• [TASK DESCRIPTION]: Find how many lines in the data below mention "DÖRTLÜKLER". Give the number only.

• [DATA TO EXAMINE]:

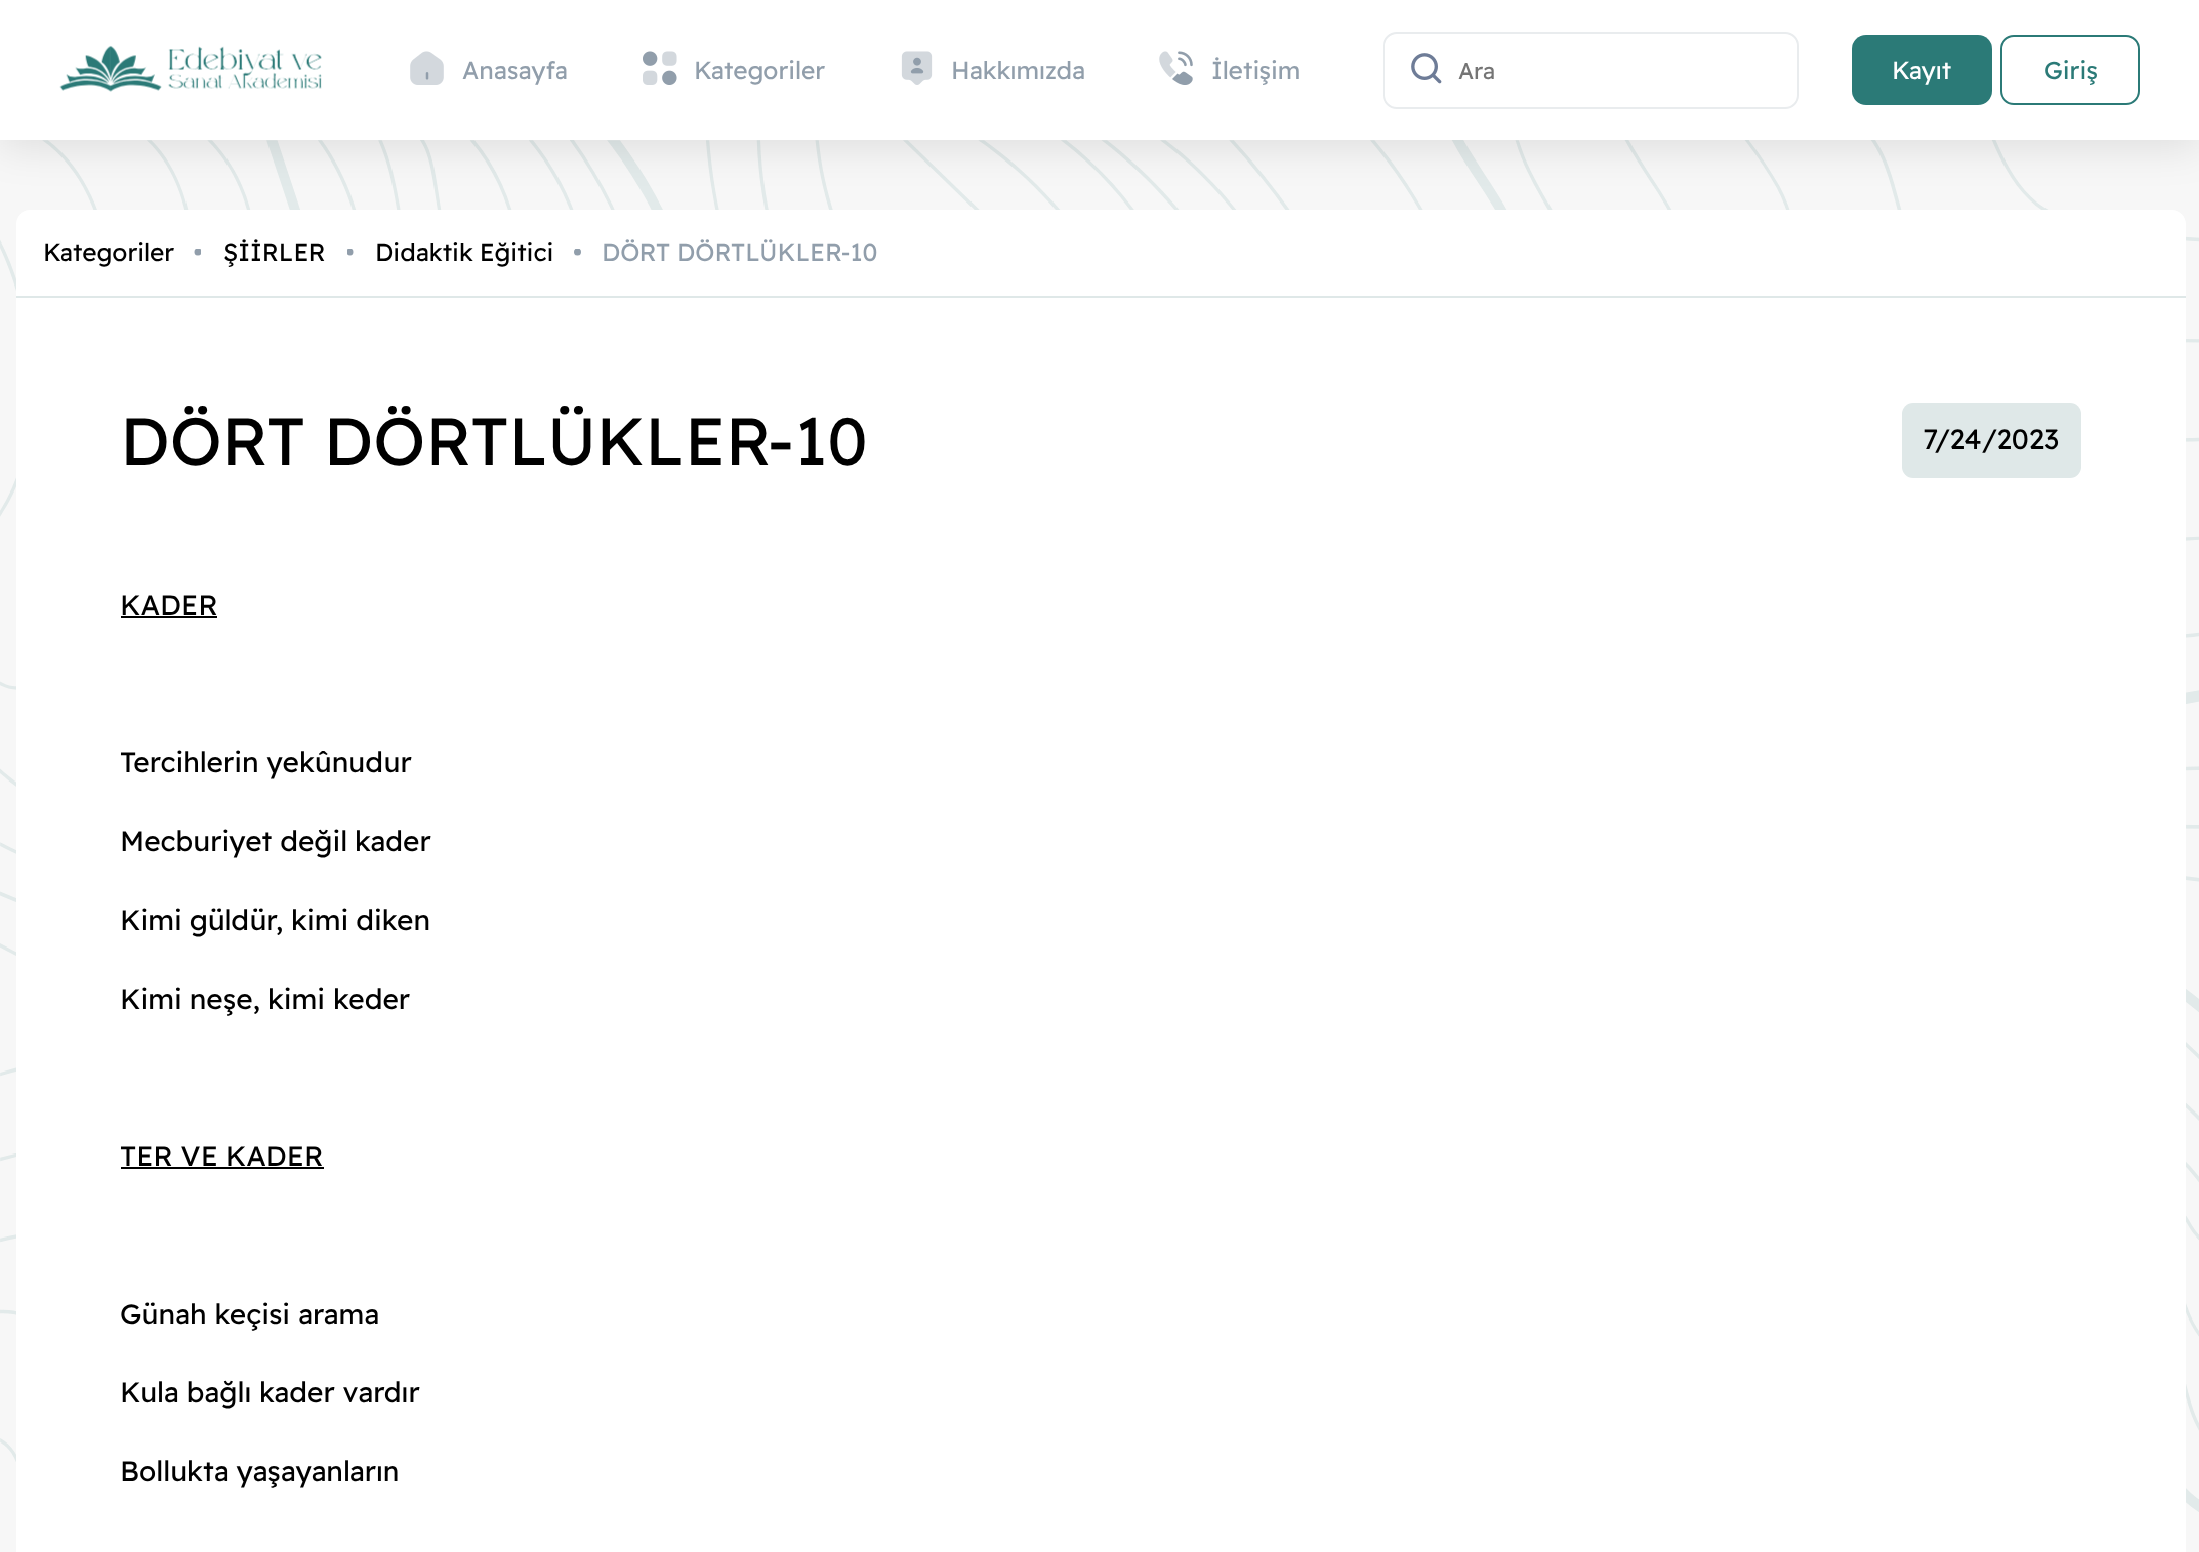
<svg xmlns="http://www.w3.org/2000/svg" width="2199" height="1552">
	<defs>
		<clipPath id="clip1"><rect x="194" y="249" width="7" height="7" /></clipPath>
		<clipPath id="clip2"><rect x="347" y="249" width="7" height="7" /></clipPath>
		<clipPath id="clip3"><rect x="574" y="249" width="7" height="7" /></clipPath>
	</defs>
	<rect width="100%" height="100%" fill="#F7F7F7" />
	<image x="0" y="140" width="2199" height="1372" href="assets/img7.png" />
	<rect x="0" y="7" width="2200" height="140" fill="#000000" fill-opacity="0.1" filter="blur(20px)" />
	<rect x="0" y="0" width="2199" height="140" fill="#FFFFFF" />
	<image x="59" y="45" width="263" height="47" href="assets/img1.png" />
	<image x="410" y="51" width="34" height="34" href="assets/img2.png" />
	<text x="462" y="79" font-family="Readex Pro" font-size="24.5" fill="#919EAB">Anasayfa</text>
	<image x="643" y="51" width="34" height="34" href="assets/img3.png" />
	<text x="694" y="79" font-family="Readex Pro" font-size="24.5" fill="#919EAB">Kategoriler</text>
	<image x="901" y="51" width="32" height="34" href="assets/img4.png" />
	<text x="951" y="79" font-family="Readex Pro" font-size="24.5" fill="#919EAB">Hakkımızda</text>
	<image x="1159" y="51" width="34" height="34" href="assets/img5.png" />
	<text x="1211" y="79" font-family="Readex Pro" font-size="24.5" fill="#919EAB">İletişim</text>
	<rect x="1384" y="33" width="414" height="75" rx="13" fill="none" stroke="#E9ECEE" stroke-width="2" />
	<image x="1411" y="53" width="31" height="31" href="assets/img6.png" />
	<text x="1458" y="79" font-family="Readex Pro" font-size="23" fill="#757575">Ara</text>
	<rect x="1852" y="35" width="140" height="70" rx="14" fill="#2B7A77" />
	<text x="1892" y="79" font-family="Readex Pro" font-size="24.5" fill="#FFFFFF">Kayıt</text>
	<rect x="2001" y="36" width="138" height="68" rx="13" fill="none" stroke="#2B7A77" stroke-width="2" />
	<text x="2044" y="79" font-family="Readex Pro" font-size="24.5" fill="#2B7A77">Giriş</text>
	<path d="M30 210H2172C2179.5 210 2186 216.5 2186 224V298H16V224C16 216.5 22.5 210 30 210Z" fill="#FFFFFF" />
	<rect x="16" y="296" width="2170" height="2" fill="#DFE8E8" />
	<text x="43" y="261" font-family="Readex Pro" font-size="24.5" fill="#000000">Kategoriler</text>
	<g clip-path="url(#clip1)">
		<circle cx="198" cy="252" r="3.5" fill="#919EAB" />
	</g>
	<text x="223" y="261" font-family="Readex Pro" font-size="24.5" fill="#000000">ŞİİRLER</text>
	<g clip-path="url(#clip2)">
		<circle cx="350" cy="252" r="3.5" fill="#919EAB" />
	</g>
	<text x="375" y="261" font-family="Readex Pro" font-size="24.5" fill="#000000">Didaktik Eğitici</text>
	<g clip-path="url(#clip3)">
		<circle cx="577.5" cy="252" r="3.5" fill="#919EAB" />
	</g>
	<text x="602" y="261" font-family="Readex Pro" font-size="24.5" fill="#919EAB">DÖRT DÖRTLÜKLER-10</text>
	<rect x="16" y="298" width="2170" height="1254" fill="#FFFFFF" />
	<text x="120" y="465" font-family="Readex Pro" font-size="66.5" fill="#000000">DÖRT DÖRTLÜKLER-10</text>
	<rect x="1902" y="403" width="179" height="75" rx="11" fill="#DFE8E8" />
	<g font-family="Readex Pro" font-size="28" fill="#000000">
		<text x="1923" y="449">7/24/2023</text>
		<text x="120" y="615">KADER</text>
	</g>
	<rect x="121" y="616" width="96" height="2" fill="#000000" />
	<g font-family="Readex Pro" font-size="28" fill="#000000">
		<text x="120" y="772">Tercihlerin yekûnudur</text>
		<text x="120" y="851">Mecburiyet değil kader</text>
		<text x="120" y="930">Kimi güldür, kimi diken</text>
		<text x="120" y="1009">Kimi neşe, kimi keder</text>
		<text x="120" y="1166">TER VE KADER</text>
	</g>
	<rect x="121" y="1167" width="203" height="2" fill="#000000" />
	<g font-family="Readex Pro" font-size="28" fill="#000000">
		<text x="120" y="1324">Günah keçisi arama</text>
		<text x="120" y="1402">Kula bağlı kader vardır</text>
		<text x="120" y="1481">Bollukta yaşayanların</text>
	</g>
</svg>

• [PROBLEM SOLUTION]: 2